これについて、鄭興俊・ソウル科学技術大学経営学科教授は「過去には成果給が会社の統制手段になったが、今は違う」とし、「職務価値に比例した補償をしなければならない」と述べた。低成果者に対して過度に補償が行われているため、公正性の原則を損なっており、これは剥奪感が大きくなる問題へ広がっているということだ。
半導体部門が成果給を事実上独占する構造にも論争が起きている。呉珉圭・労働問題研究所「解放」研究室長は「どのパートが利益にどれほど貢献したのか、包丁で切るように分かるものではない」と述べた。半導体の利益も結局、過去の投資、他部門との人員転換配置がかみ合った結果であり、特定時点の損益だけを基準に成果給を分ければ、貢献度を恣意的に計算する構造になり得るという説明だ。赤字事業部の場合、社員個人の力量より経営上の判断が大きく作用するため、補償から排除するのは公正ではないという主張も出ている。
労働界の一部では、このように事業部別損益を基準に成果給を分ける方式が一般化すれば、労働者の連帯が弱まる可能性があると懸念している。同じ法人内でも部門を分け、成果給を異なる形で支給する方式を労組が当然のように受け入れるようになれば、結局、労組構成員は会社の成果をともに分かち合う共同体というより、それぞれ所属部門の取り分をめぐって競争する関係に近づくということだ。すでに巨額の成果給補償から疎外されたDX(完成品)部門組合員の不満が暫定合意案への反対票につながり、投票無効に対する法的対応へ広がったことも、このような葛藤を示している。崔委員長も27日、組合員への告知を通じて「DSとDXの交渉を一緒に進める部分で、互いに争いが多かったようだ」と打ち明けた。

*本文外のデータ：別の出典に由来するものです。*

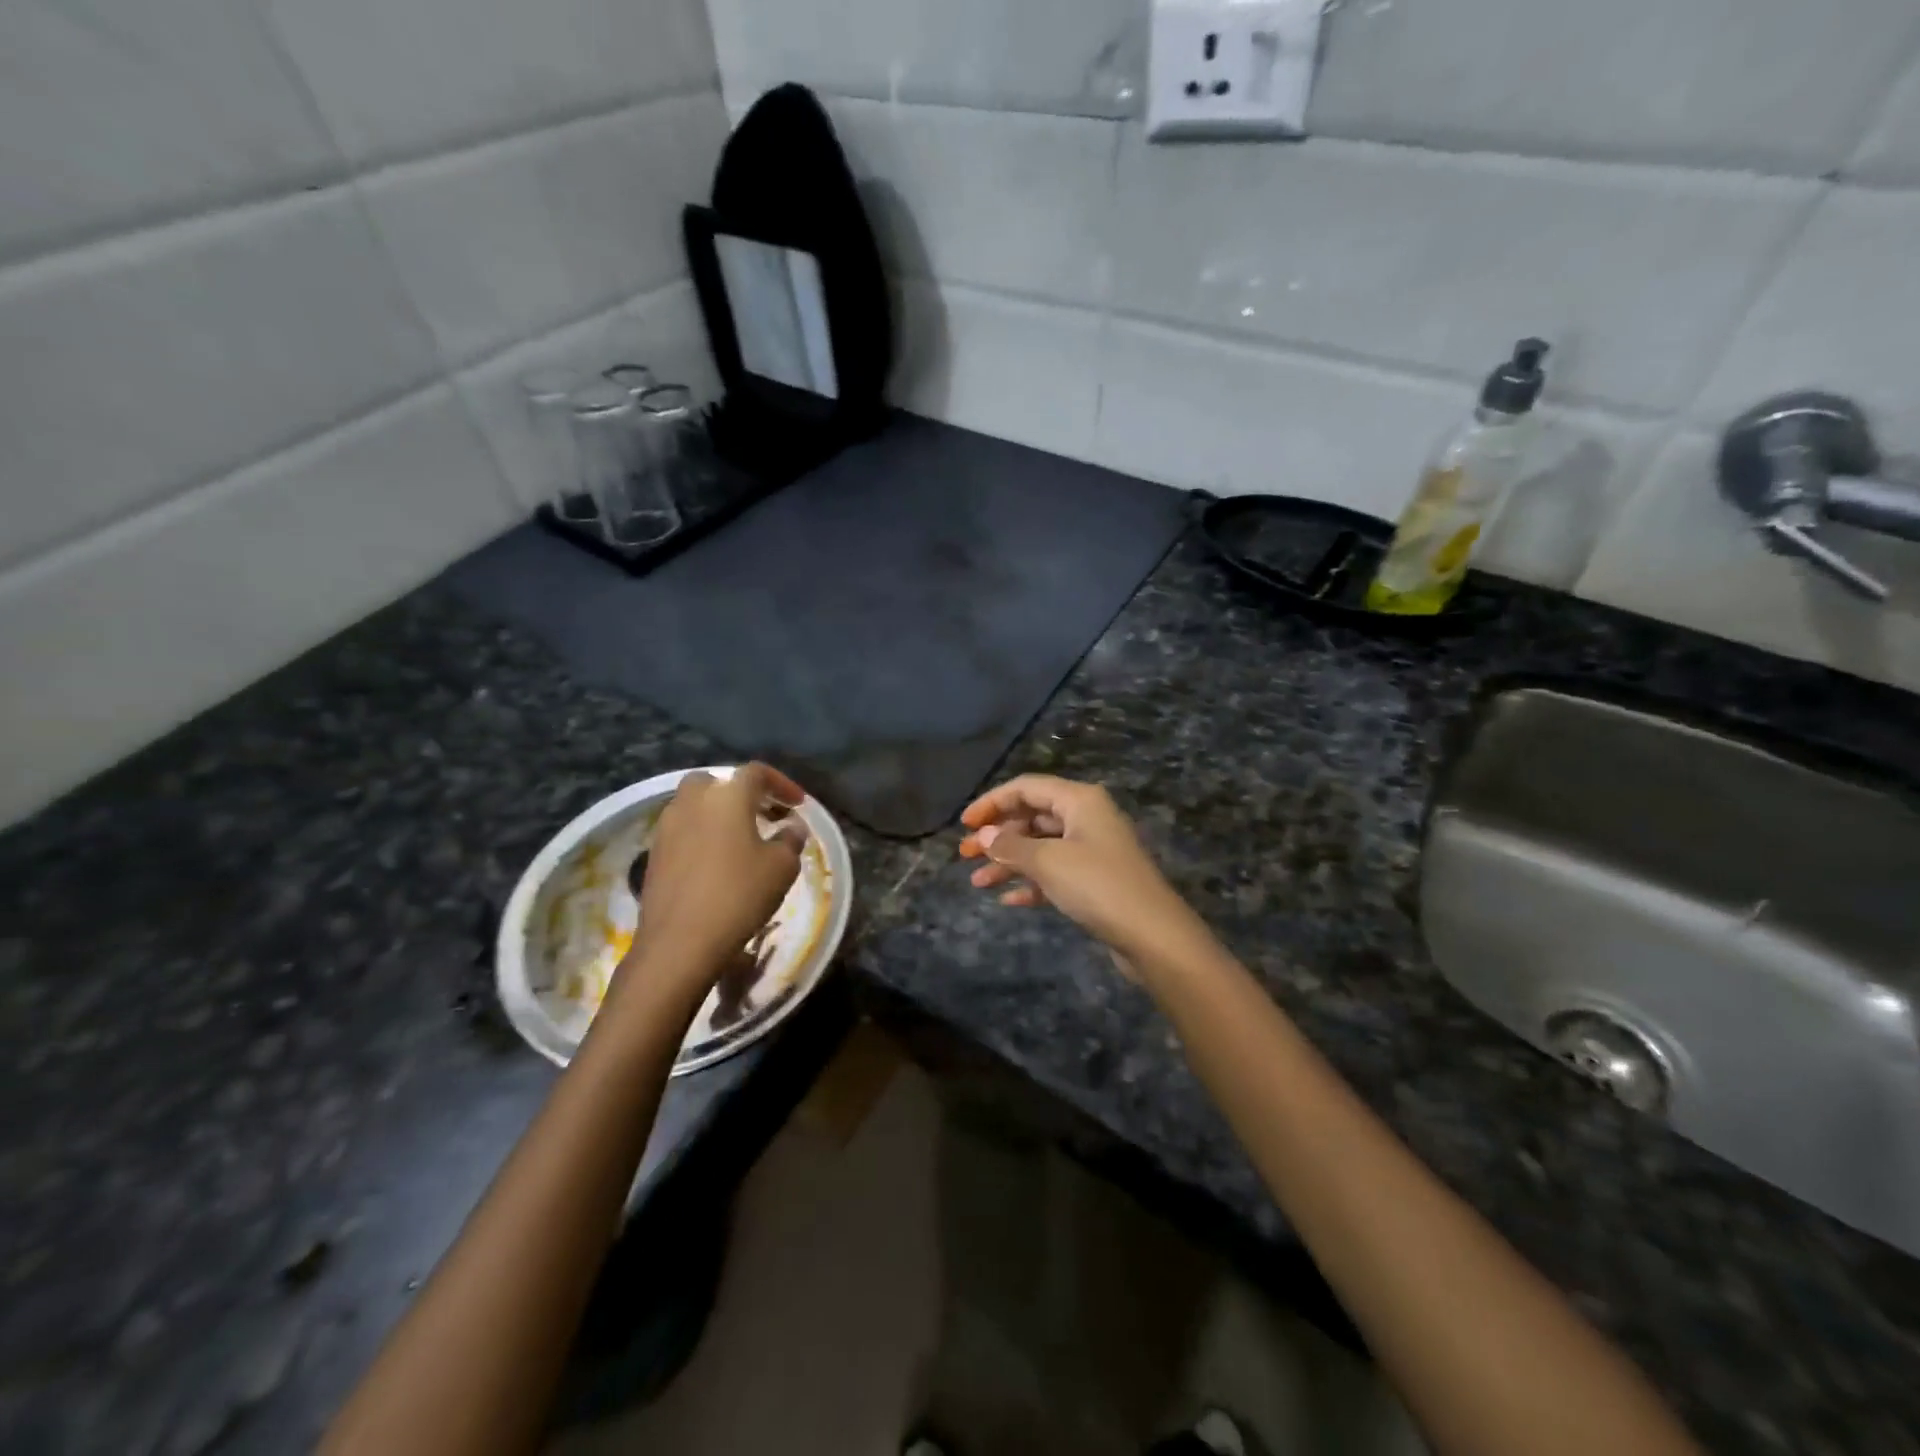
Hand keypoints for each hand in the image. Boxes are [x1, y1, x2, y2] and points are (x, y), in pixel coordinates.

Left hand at [625, 763, 808, 1005]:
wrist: (679, 943)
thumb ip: (790, 840)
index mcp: (727, 795)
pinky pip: (683, 830)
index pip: (756, 773)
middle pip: (718, 782)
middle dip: (741, 793)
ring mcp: (667, 826)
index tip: (798, 804)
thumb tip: (791, 827)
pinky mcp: (653, 854)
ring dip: (719, 814)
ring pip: (695, 805)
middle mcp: (692, 801)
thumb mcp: (781, 867)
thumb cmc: (739, 895)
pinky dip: (702, 834)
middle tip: (763, 814)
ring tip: (742, 839)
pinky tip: (717, 861)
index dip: (781, 784)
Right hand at [958, 775, 1210, 970]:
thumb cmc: (1097, 885)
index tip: (963, 824)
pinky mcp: (1096, 881)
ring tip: (977, 883)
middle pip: (1032, 816)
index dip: (991, 802)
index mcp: (1079, 800)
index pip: (1026, 787)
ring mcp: (1093, 850)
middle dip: (997, 835)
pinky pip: (1054, 873)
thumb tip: (982, 835)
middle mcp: (1087, 818)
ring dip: (1009, 862)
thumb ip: (1010, 846)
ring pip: (1041, 847)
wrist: (1153, 936)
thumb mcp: (1047, 862)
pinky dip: (1031, 882)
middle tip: (964, 855)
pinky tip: (1008, 899)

結局、労組が全社を見渡さず、DS部門だけを中心とした利己的要求に埋没し、労組の影響力が弱まる状況を自ら招いたという批判が出ている。部門別の葛藤が激しくなり、労組脱退の動きにつながれば、労組が瓦解する状況を迎える可能性がある。呉室長は「労組のない法人に利益が集まるよう設計することも可能になった」と述べた。労組の弱い組織に利益を集中させる形で、部門別対応を可能にすることもできるようになったということだ。朴智淳・高麗大学法学専門大学院教授は「今後、サムスンの最大の課題は内部労働分裂を埋めることになるだろう」と述べた。